Since the Industrial Revolution, it was an inescapable truth that the way humans thought had changed. Even their so-called ‘World Wars’…what was glorious about taking something as inherently poetic as death, and applying production-line efficiency to slaughter?
His desk phone chirruped for attention. He walked to it and accepted the call, listening to what it told him and speaking only three words.
“Send them up.”
Still with that smile tickling his lips, he sat on his comfortable black leather chair and steepled his fingers as he waited passively for the doors to his office to-
He did not have long to wait.
The doors were flung open. The man responsible for the storming entrance carried right on walking until he was standing at the other side of the desk, his chest rising and falling in shallow bursts, his clothes damp with perspiration.
“Tony,” said Dother.
Tony Morrigan made no reply, merely leaned on the desk and studied Dother, his eyes burning with hatred. Dother, for his part, ignored this scrutiny and tilted his head to the side to note the second arrival into his office. “And you’ve brought a friend, I see,” he observed. “Dermot. Dermot Scully, I believe? Nice to meet you, Dermot. You remind me of someone...”
Blinking furiously in the harsh a
rtificial light of the office, gawping at the almost three-sixty view of the Belfast cityscape afforded by the wraparound glass windows, Dermot Scully looked as though, given the opportunity, he would rather be abseiling into the mouth of an active volcano wearing a tweed mankini than be here now. His eyes bugged at Dother’s words and his casual identification.
For a second his mouth twitched as if he were about to reply to Dother’s greeting, but a quick glance to Tony seemed to stiffen his resolve. He said nothing, but did not fail to notice the two very large security guards that had drifted into the office to stand by the doors. If you looked at them in a certain light, on a certain night, both of the guards may have struck the onlooker as being everso slightly lupine in their movements.

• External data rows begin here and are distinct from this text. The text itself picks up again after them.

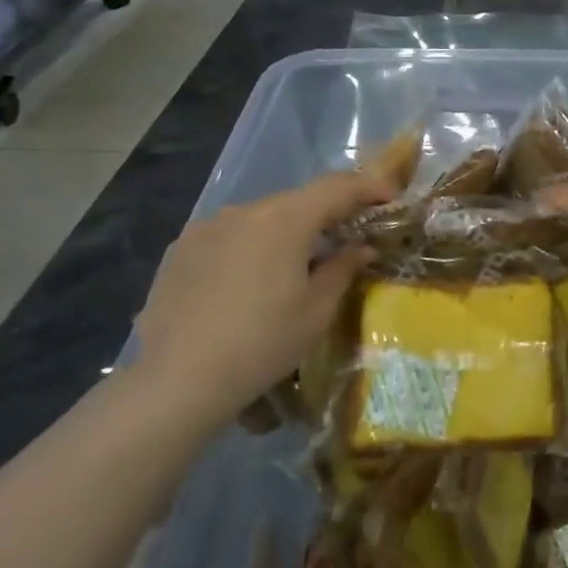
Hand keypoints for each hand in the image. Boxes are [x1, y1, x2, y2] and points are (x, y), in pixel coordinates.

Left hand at [132, 171, 391, 425]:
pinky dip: (250, 247)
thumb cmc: (262, 343)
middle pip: (298, 201)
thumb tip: (361, 248)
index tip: (390, 200)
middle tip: (348, 238)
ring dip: (286, 232)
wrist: (177, 380)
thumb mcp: (316, 310)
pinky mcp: (180, 249)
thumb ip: (343, 268)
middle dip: (327, 214)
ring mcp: (207, 227)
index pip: (338, 187)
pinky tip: (248, 283)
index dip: (369, 188)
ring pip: (261, 218)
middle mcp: (244, 210)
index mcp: (284, 219)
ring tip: (295, 266)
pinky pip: (228, 237)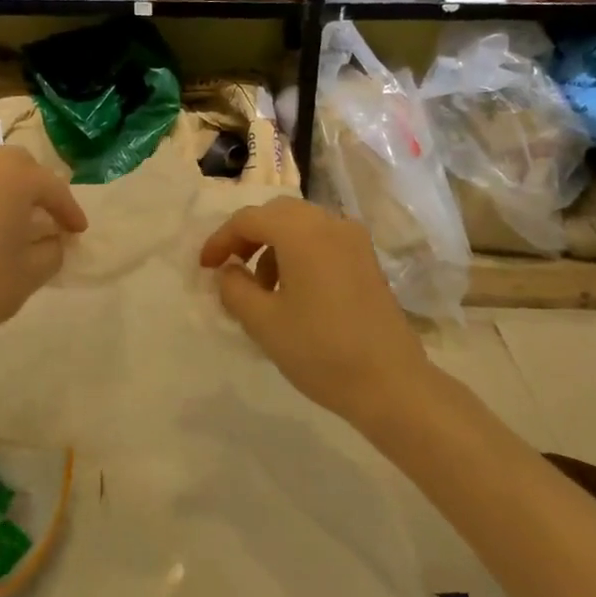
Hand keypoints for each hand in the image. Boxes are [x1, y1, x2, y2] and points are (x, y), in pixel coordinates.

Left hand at [0, 147, 87, 363]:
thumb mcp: (32, 272)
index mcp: (15, 176)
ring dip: (11, 186)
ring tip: (20, 216)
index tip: (79, 232)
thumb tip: (53, 239)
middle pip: (21, 165)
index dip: (70, 211)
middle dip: (40, 188)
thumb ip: (53, 249)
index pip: (53, 188)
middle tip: (51, 218)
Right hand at [200, 198, 430, 426]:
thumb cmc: (320, 351)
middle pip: (277, 214)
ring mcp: (354, 240)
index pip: (249, 219)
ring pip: (301, 225)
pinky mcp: (367, 260)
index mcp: (302, 232)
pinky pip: (323, 240)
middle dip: (248, 237)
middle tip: (230, 269)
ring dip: (274, 246)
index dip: (221, 239)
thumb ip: (234, 289)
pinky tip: (294, 291)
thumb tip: (229, 271)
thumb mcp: (263, 322)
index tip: (205, 267)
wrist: (390, 383)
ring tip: (261, 289)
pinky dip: (299, 253)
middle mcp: (330, 224)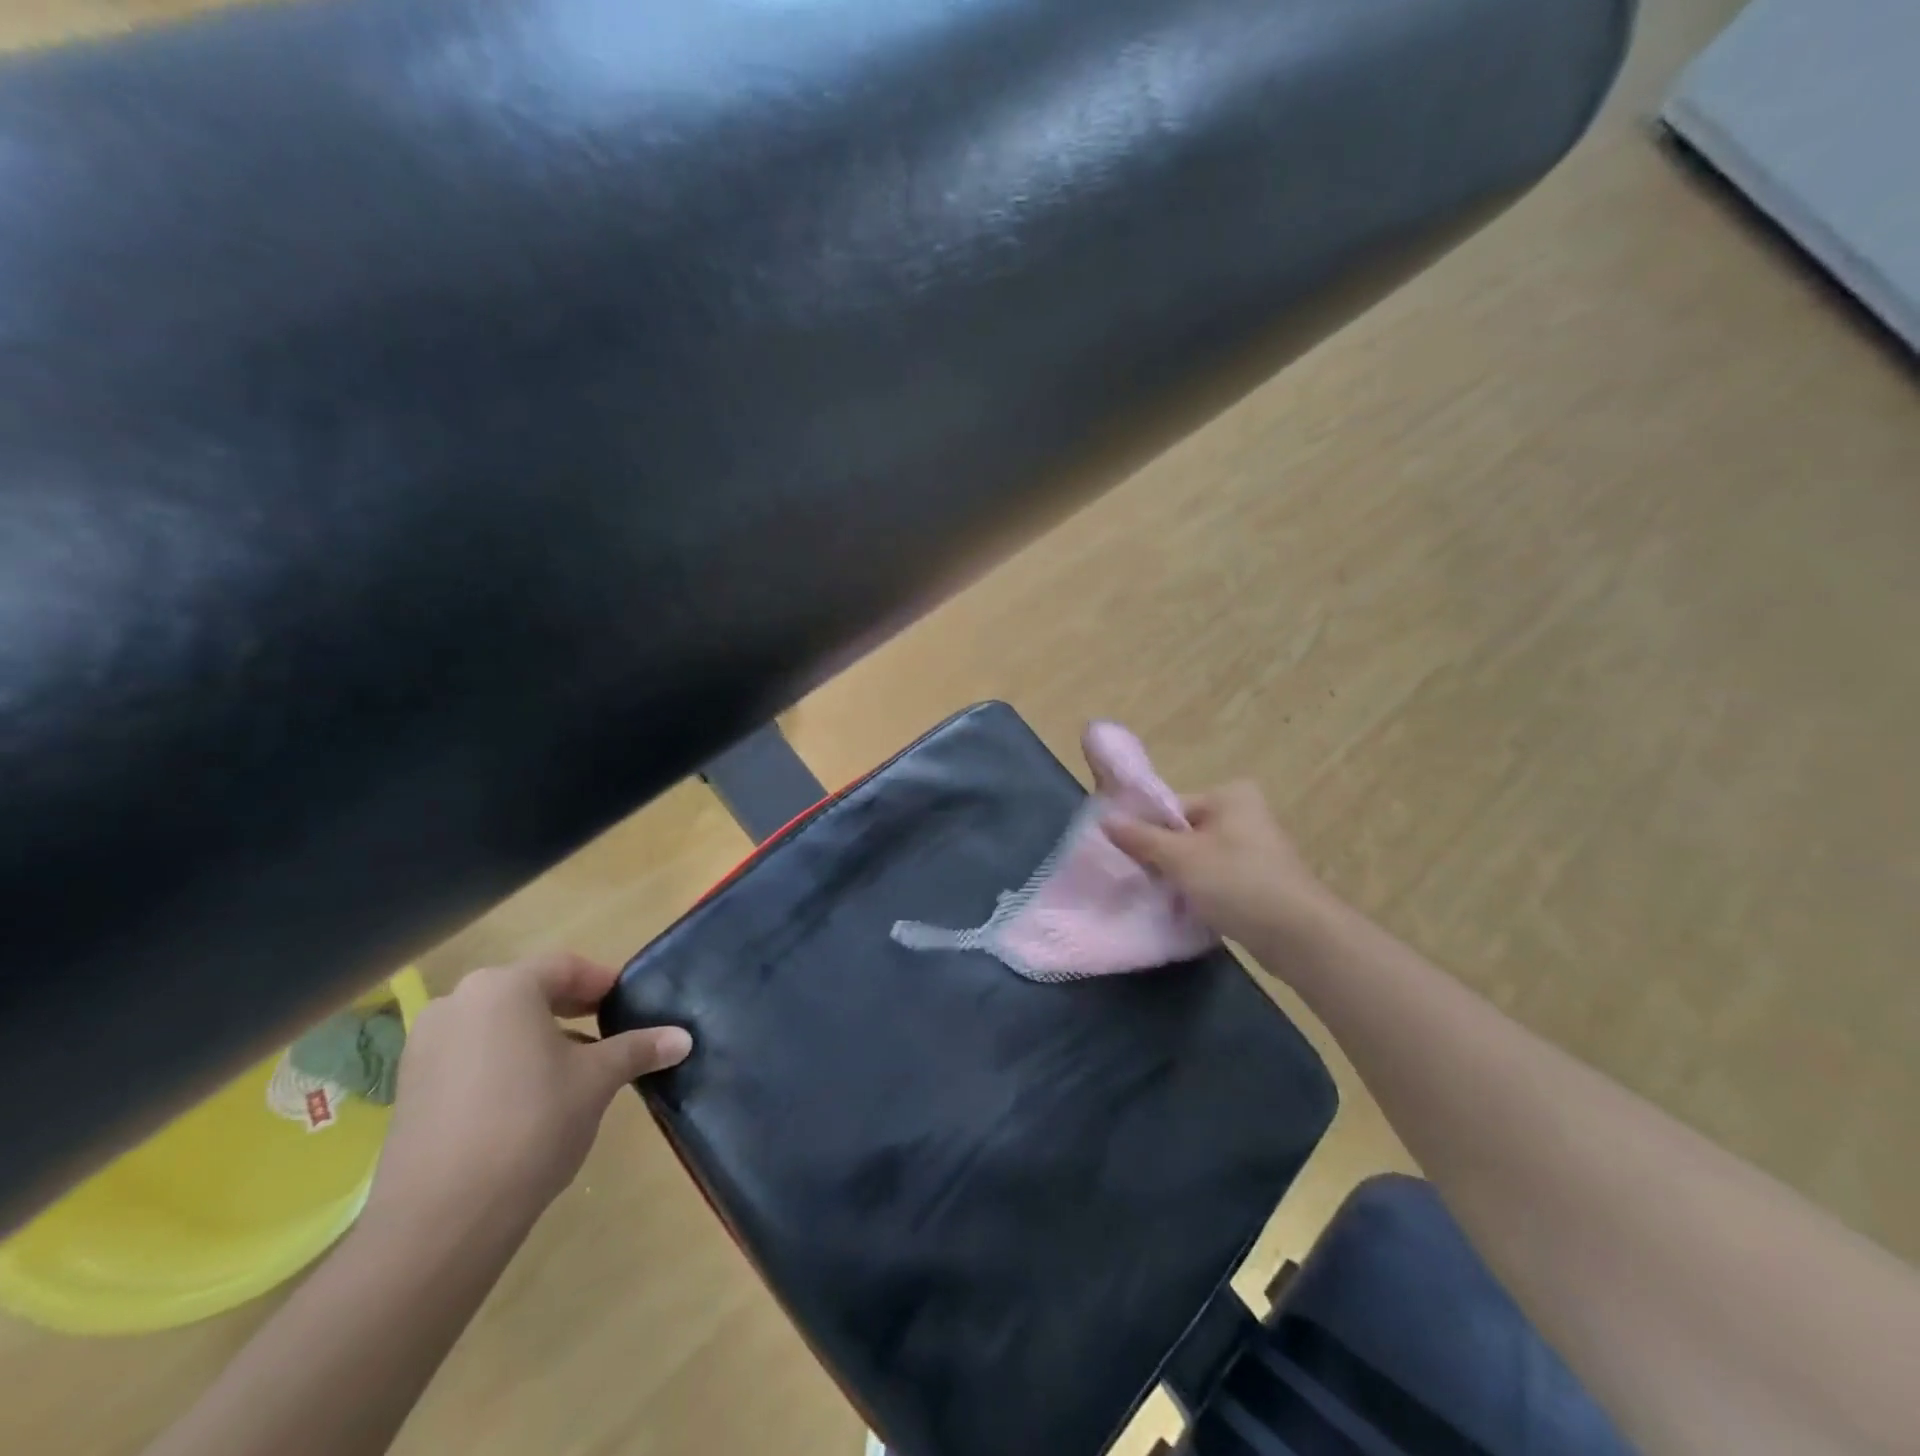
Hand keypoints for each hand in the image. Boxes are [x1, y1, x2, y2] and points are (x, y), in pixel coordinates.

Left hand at [366, 952, 690, 1232]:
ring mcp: (425, 1045)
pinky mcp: (410, 1087)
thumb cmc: (532, 1123)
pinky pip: (471, 1055)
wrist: (441, 1218)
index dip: (604, 983)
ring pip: (498, 1025)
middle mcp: (458, 1003)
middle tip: (609, 1033)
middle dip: (572, 1009)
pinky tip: (528, 1099)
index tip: (630, 1005)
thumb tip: (683, 1038)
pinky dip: (504, 1062)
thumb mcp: (598, 1080)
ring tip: (573, 1070)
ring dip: (538, 1037)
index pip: (566, 967)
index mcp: (504, 987)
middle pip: (529, 991)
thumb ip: (639, 1049)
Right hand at [1106, 780, 1330, 947]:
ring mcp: (1254, 849)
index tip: (1124, 856)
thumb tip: (1104, 819)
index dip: (1145, 831)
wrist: (1300, 936)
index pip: (1171, 807)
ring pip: (1197, 858)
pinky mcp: (1258, 880)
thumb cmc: (1237, 883)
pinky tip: (1184, 909)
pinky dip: (1198, 891)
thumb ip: (1141, 838)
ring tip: (1159, 896)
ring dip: (1178, 876)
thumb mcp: (1180, 858)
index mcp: (1230, 796)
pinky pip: (1215, 878)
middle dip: (1160, 856)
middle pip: (1183, 832)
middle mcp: (1244, 814)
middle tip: (1138, 878)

The guards’ eyes met Dother’s questioningly. He shook his head a fraction. They stayed put, for the moment.
“Where’s the bug?”
Dother frowned. “The bug?” he echoed with distaste. “You’re referring to Sarah?”
“You’re naming them now?”
“Just her,” Dother replied calmly. “If you must know, she’s otherwise detained this afternoon. But I have every confidence in her replacements…” he continued, eyes glittering. The day he needed wolf-faeries to bail him out of a fight with a human, or Sarah come to that, would be a sad day indeed. But he kept his temper and his smile.
This day was crucial. Everything for the last decade had been building to this.
He had to play it just right.
“What did you do to me?”
Dother pondered the question. “I’m afraid you’ll have to be a little more specific than that, Tony. I’ve done many things to you over the years-”
Tony vaulted onto the desk, drawing the silver dagger in one smooth motion. He dove for Dother, who pressed with his foot into the desk and propelled himself backward on the executive chair’s wheels.